Comments also act as a check, both for the reader and the writer. If you find it hard to write a clear comment, perhaps your abstraction is not clear? Does the comment you want to write obviously contradict what you just implemented? As you are reviewing the code, are the comments accurate? If not, that’s a great sign that the implementation might not be well understood.

  • Brevity is a virtue: reading comments takes time, no need to point out the obvious.

  • Always write a class comment that contains all relevant info for the user of that class: the abstraction, any non-obvious externally observable behaviour, common usage patterns (if those aren’t completely obvious from the interface itself), as well as anything that’s out of the ordinary (lack of thread safety, restrictions on usage etc.).

  • The same goes for functions: each non-trivial function requires a comment in the header file containing all the relevant info for the caller of that function: its externally observable behavior, including the roles of the parameters and all side effects. (Getters and setters are examples of trivial functions and excluded from that requirement.)

  • Always write comments when logic is not self evident either in its intent (“this loop computes the FFT of the signal in samples_) or its implementation (“Find the set of equivalent predicates by computing the connected components of the transfer graph”).

  • Always write a comment when you think things are non-obvious (“We have to copy fragment_params_ here because once we release the lock, the caller may free the original itself”).

  • Explicitly point out invariants in your code, especially between member variables.
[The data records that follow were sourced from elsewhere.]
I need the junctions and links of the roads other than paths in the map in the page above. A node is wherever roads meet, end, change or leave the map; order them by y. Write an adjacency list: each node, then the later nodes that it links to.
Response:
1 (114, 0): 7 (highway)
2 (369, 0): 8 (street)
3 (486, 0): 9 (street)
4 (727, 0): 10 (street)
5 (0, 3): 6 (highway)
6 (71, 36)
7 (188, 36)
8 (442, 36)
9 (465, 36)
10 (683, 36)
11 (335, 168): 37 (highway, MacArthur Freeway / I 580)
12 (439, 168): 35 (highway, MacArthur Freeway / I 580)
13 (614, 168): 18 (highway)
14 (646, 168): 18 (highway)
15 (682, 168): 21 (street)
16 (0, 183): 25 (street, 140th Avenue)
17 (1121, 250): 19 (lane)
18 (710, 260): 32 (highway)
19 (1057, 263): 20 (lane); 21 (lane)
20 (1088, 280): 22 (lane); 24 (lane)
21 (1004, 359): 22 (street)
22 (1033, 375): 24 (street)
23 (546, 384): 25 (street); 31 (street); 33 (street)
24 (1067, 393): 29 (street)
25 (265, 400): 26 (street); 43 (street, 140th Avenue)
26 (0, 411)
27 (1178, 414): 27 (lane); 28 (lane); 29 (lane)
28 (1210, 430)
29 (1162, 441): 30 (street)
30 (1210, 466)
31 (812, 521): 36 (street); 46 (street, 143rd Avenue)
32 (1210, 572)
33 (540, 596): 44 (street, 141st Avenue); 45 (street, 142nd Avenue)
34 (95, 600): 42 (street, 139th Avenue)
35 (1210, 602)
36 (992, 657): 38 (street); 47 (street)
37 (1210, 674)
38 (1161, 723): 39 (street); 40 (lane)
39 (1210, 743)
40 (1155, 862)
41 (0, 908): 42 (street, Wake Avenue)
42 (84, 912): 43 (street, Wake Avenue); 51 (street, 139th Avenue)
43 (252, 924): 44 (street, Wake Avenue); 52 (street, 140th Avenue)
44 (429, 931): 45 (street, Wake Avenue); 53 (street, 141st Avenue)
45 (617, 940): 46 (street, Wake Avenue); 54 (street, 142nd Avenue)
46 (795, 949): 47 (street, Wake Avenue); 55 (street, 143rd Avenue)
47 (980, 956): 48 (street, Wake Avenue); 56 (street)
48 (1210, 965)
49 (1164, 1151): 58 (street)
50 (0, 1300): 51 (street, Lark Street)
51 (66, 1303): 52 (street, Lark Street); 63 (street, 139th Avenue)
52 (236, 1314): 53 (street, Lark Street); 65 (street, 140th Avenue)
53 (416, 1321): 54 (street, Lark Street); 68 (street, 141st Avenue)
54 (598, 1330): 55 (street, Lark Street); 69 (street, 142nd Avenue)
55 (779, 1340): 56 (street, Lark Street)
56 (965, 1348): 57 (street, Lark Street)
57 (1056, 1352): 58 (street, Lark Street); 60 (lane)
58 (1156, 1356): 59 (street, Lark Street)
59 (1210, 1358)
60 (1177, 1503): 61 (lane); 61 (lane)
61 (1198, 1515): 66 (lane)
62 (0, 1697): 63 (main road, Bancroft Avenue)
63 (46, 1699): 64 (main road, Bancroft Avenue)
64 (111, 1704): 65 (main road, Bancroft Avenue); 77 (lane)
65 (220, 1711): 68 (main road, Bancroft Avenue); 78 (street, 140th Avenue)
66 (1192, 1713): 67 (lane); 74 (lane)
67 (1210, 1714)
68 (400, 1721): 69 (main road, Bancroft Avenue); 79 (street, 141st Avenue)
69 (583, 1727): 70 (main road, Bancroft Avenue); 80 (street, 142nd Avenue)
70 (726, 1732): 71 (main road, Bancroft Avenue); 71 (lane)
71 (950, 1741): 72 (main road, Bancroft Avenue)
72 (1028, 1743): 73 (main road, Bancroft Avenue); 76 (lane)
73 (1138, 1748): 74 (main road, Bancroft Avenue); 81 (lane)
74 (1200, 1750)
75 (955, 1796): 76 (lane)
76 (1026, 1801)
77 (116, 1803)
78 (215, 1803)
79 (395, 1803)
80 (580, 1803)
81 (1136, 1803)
This increases the likelihood that future changes to the code will keep those invariants intact. This should always be done with explanatory comments directly next to the member variables. (In addition, you should use assertions (via DCHECKs) to ensure that these invariants hold.)

Naming

Well-chosen names are very helpful for making a piece of code more accessible. This applies to anything that can be named: functions, variables, classes, structs, typedefs, etc.

  • Always use clear, unambiguous names. The more specific, the better.

  • Good variable names often reduce the need for explanatory comments.
    Example:
    instead of int64 bytes_; // bytes written
    this will remind the reader what those bytes are: int64 bytes_written_;

  • Do not embed the type in the variable name (“my_int_var_”). Iterators are an exception to this rule (“hosts_iterator_”). Another exception is to distinguish otherwise identical variables (“TNetworkAddress host_addr; string host_addr_str;”).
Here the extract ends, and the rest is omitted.